Key Difference – RSV vs Bronchiolitis
Most children experience respiratory tract infections frequently during their childhood. Although a majority of these infections are self-limiting, some infections like bronchiolitis and pneumonia have the potential to become life threatening conditions. Bronchiolitis is the commonest serious infection that occurs during the infancy. In 80% of the cases, the causative agent of bronchiolitis is RSV. It can be also caused by influenza, parainfluenza, adenovirus, rhinovirus, human metapneumovirus, and Mycoplasma pneumonia. Thus, the key difference between RSV and bronchiolitis is that RSV is a pathogen whereas bronchiolitis is a disease that is mainly caused by RSV.
What is RSV?
RSV is a virus of Paramyxoviridae family. Paramyxoviridae replicates in the upper respiratory tract and causes distinctly different illnesses. Usually, in the viruses of this family, hemagglutinins and neuraminidase are a part of the same glycoprotein spike but in RSV, both hemagglutinin and neuraminidase are absent.
RSV has a considerable strain variation and is usually categorized into two subgroups as subgroup A and B. Both subgroups may circulate in the community simultaneously resulting in epidemics. Outbreaks of RSV usually occur during the winter.
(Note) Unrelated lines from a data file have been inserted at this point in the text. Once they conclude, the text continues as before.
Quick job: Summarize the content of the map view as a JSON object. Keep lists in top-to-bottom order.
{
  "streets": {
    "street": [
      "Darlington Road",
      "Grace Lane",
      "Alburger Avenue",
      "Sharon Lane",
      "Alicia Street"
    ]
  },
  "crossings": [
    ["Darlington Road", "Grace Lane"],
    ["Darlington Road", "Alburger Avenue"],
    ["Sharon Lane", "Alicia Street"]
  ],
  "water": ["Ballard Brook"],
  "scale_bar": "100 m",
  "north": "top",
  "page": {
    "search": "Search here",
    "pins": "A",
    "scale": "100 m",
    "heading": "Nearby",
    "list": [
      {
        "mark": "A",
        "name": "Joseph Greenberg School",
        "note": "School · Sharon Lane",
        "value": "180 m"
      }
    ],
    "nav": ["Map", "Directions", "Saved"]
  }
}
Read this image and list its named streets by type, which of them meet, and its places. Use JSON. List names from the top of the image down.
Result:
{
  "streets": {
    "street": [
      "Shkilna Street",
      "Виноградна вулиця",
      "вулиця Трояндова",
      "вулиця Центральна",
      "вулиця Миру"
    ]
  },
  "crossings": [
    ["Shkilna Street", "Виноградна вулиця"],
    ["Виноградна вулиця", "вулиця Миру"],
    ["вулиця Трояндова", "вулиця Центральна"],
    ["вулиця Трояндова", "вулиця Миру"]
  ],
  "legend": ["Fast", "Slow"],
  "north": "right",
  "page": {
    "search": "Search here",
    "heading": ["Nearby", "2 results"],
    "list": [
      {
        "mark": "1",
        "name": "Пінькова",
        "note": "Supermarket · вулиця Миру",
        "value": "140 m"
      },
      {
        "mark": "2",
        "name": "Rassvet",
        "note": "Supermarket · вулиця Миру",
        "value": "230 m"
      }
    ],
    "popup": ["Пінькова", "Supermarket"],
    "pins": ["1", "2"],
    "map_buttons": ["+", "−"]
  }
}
- Has negative single stranded RNA,
- Usually, 7-8 segments of RNA are found
- Has a helical symmetry,
- Envelope contains lipids
- Replication takes place in the nucleus
RSV is a highly contagious agent that accounts for the majority pneumonia cases among infants. In addition to the bronchiolitis, it causes croup and common cold as well. Contraction of RSV only once does not make the patient completely immune to the disease but the partial immunity acquired helps to limit the infection to the upper respiratory tract during the subsequent infections. Infants with congenital heart diseases, underlying pulmonary diseases, and a weak immune system are at a higher risk of severe infection.
- Palivizumab (Monoclonal antibody against RSV, given IM)
What is Bronchiolitis?
Bronchiolitis is the inflammation of the bronchioles which is associated with edema and the accumulation of cell debris and mucus in the bronchioles. This pathology of bronchioles results in over inflation, atelectasis, air trapping, and ventilation-perfusion mismatch. Bronchiolitis is the commonest respiratory tract infection among the infants. RSV is the main causative agent of bronchiolitis. Other pathogens such as influenza, parainfluenza, adenovirus, rhinovirus, human metapneumovirus, and Mycoplasma pneumonia can also cause this disease.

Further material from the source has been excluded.